→ **About this exercise**:
In the entries that follow, the line with "middle mcp: (848, 624)" opens the range and the line with "index mcp: (927, 779)" closes it; repeat that range exactly, both lines included.

----------------

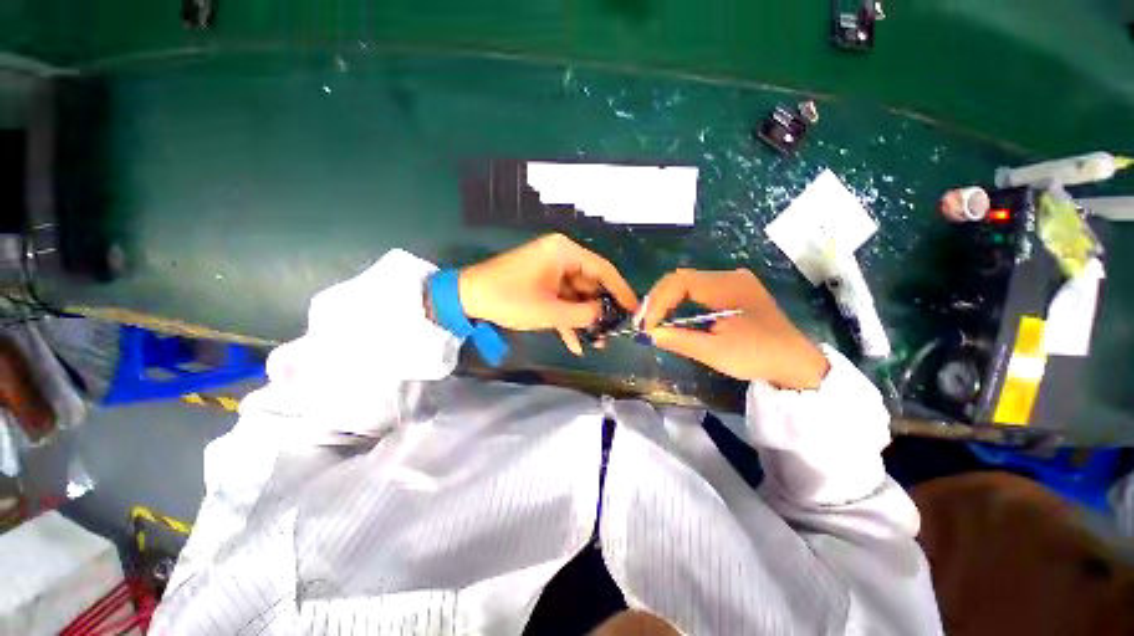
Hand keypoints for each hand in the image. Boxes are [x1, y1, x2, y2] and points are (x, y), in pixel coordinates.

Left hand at [458, 234, 638, 355]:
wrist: (467, 298)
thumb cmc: (509, 299)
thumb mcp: (550, 311)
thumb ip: (583, 314)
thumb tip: (604, 316)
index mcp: (564, 252)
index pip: (603, 270)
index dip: (621, 291)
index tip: (634, 310)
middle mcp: (561, 257)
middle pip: (591, 284)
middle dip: (600, 311)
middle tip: (613, 333)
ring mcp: (551, 271)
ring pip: (577, 296)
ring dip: (584, 319)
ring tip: (597, 344)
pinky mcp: (541, 283)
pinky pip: (561, 300)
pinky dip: (567, 319)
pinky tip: (575, 344)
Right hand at [640, 268, 829, 389]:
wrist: (796, 362)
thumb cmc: (758, 356)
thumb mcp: (715, 352)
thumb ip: (679, 340)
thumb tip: (647, 335)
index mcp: (727, 286)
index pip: (680, 282)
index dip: (657, 302)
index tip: (646, 326)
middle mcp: (728, 276)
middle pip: (681, 278)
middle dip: (657, 299)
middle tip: (642, 322)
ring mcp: (732, 281)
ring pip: (687, 282)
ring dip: (666, 299)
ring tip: (652, 319)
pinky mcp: (733, 290)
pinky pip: (698, 289)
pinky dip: (680, 301)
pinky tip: (672, 315)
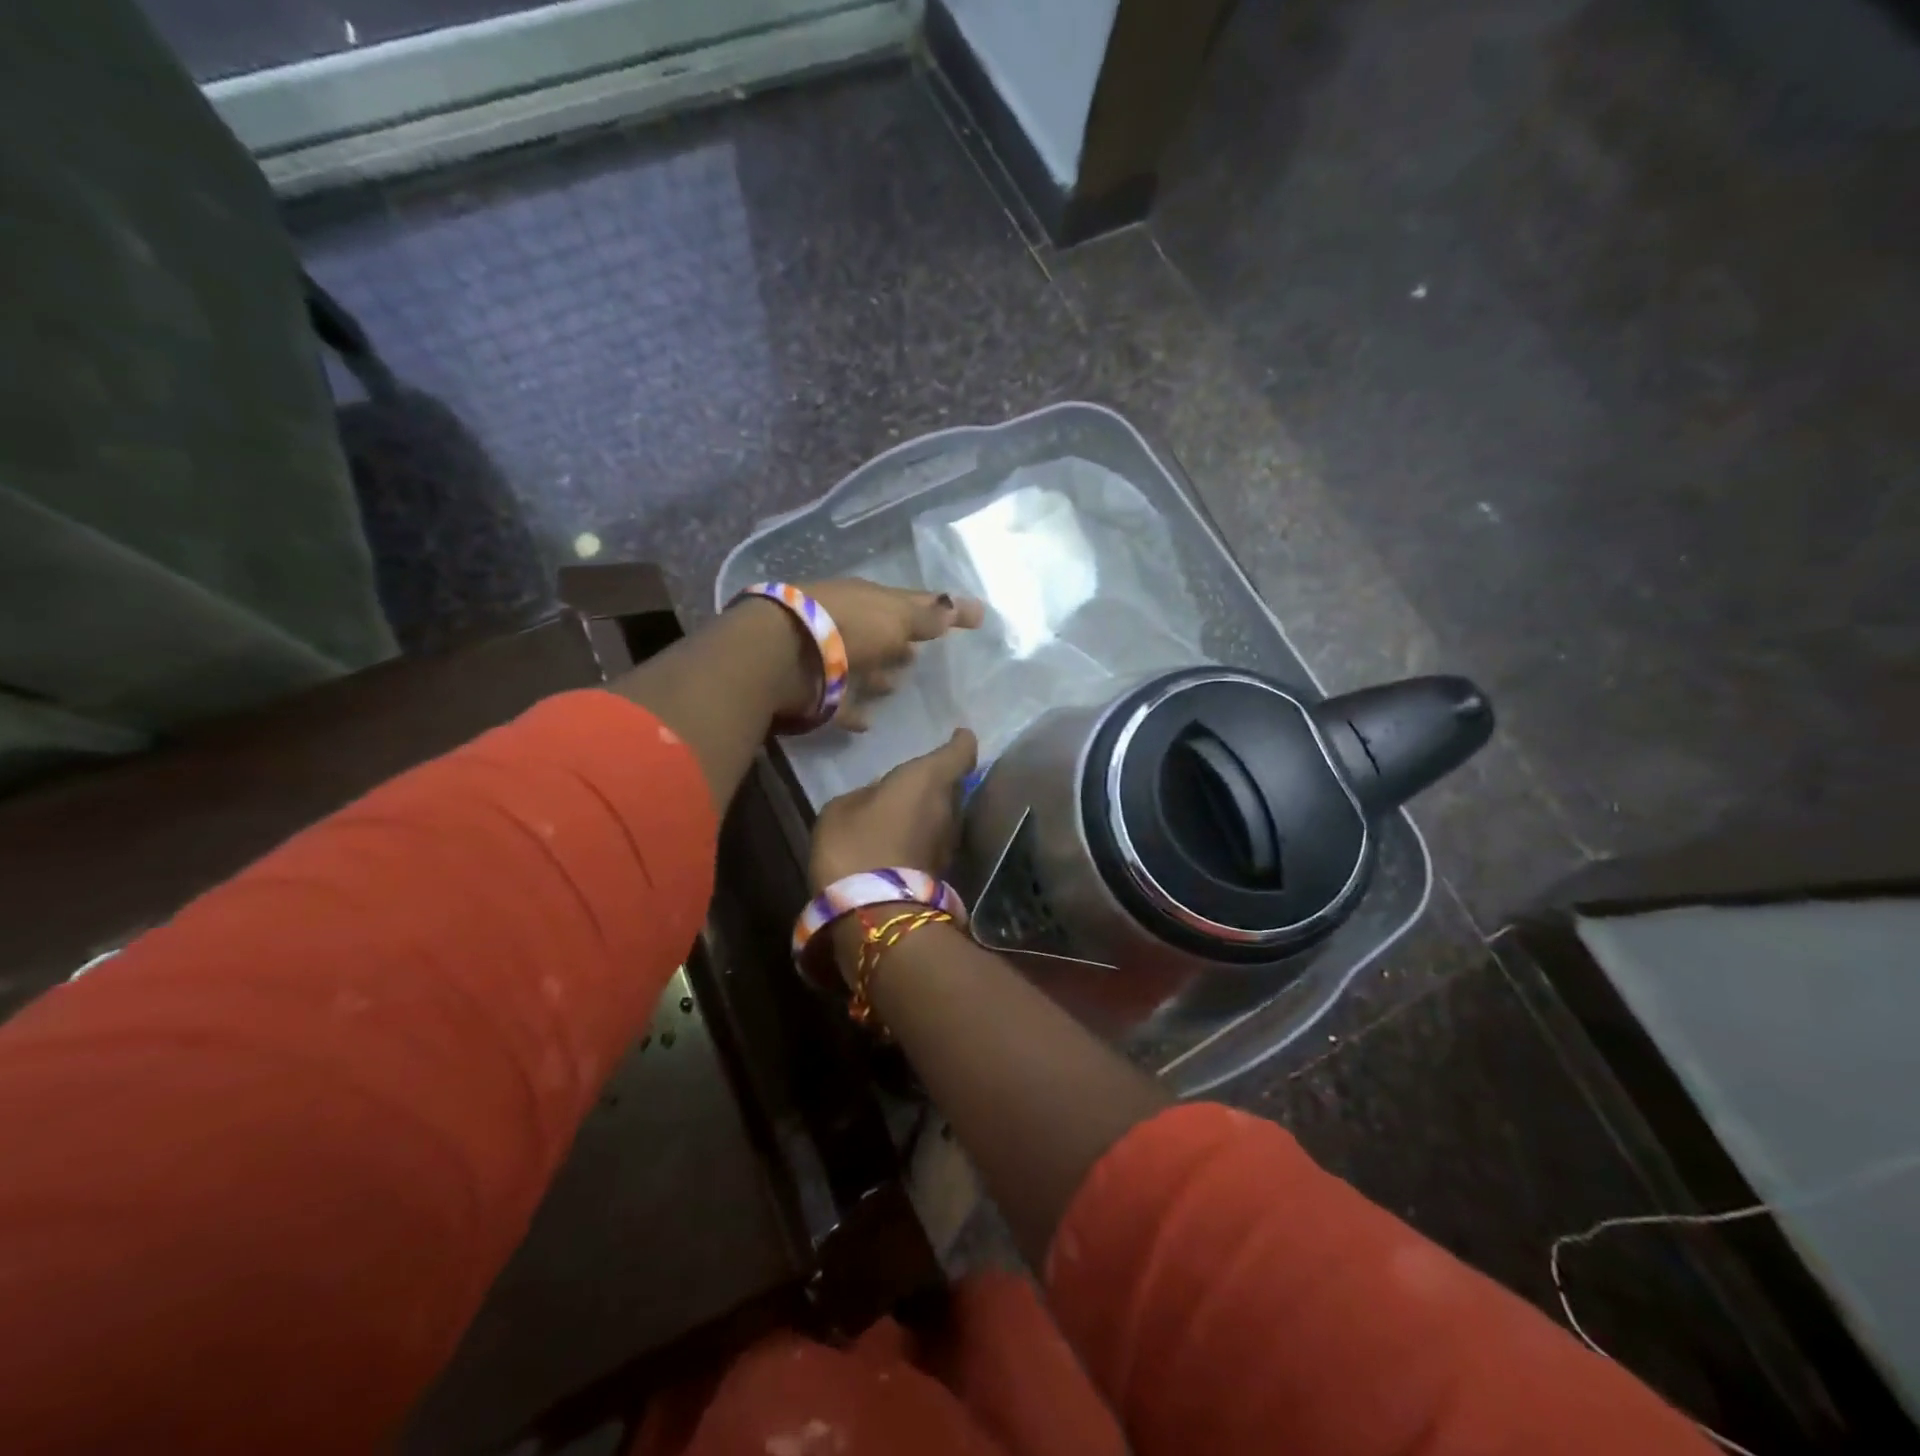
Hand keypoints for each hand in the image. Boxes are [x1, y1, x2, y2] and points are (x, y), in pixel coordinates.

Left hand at [799, 579, 984, 729]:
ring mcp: (828, 656)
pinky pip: (841, 701)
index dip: (943, 609)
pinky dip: (855, 709)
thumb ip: (927, 616)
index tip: (972, 617)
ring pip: (859, 664)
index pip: (913, 602)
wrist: (784, 653)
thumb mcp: (896, 617)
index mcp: (869, 600)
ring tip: (896, 688)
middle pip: (881, 633)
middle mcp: (848, 624)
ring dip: (877, 674)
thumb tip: (960, 606)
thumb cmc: (849, 627)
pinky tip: (869, 722)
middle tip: (920, 655)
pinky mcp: (815, 690)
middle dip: (900, 643)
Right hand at [809, 728, 978, 891]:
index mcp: (927, 779)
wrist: (874, 913)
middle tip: (912, 780)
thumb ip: (865, 795)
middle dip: (936, 782)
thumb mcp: (841, 809)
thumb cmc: (855, 845)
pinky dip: (921, 835)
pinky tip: (898, 839)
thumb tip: (878, 799)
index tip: (960, 734)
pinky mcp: (942, 870)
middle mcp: (949, 807)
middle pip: (952, 786)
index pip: (959, 753)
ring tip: (902, 810)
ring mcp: (948, 842)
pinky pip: (933, 840)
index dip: (960, 742)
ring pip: (943, 815)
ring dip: (928, 812)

----------------

→ **Written answer**:
middle mcp: (848, 624)
ring dip: (877, 674)
thumb tip: (960, 606)
thumb cmc: (849, 627)
pinky tip: (869, 722)
middle tip: (920, 655)
pinky mcp: (815, 690)
middle dip: (900, 643)
Right hand at [809, 728, 978, 891]:
index mcp: (927, 779)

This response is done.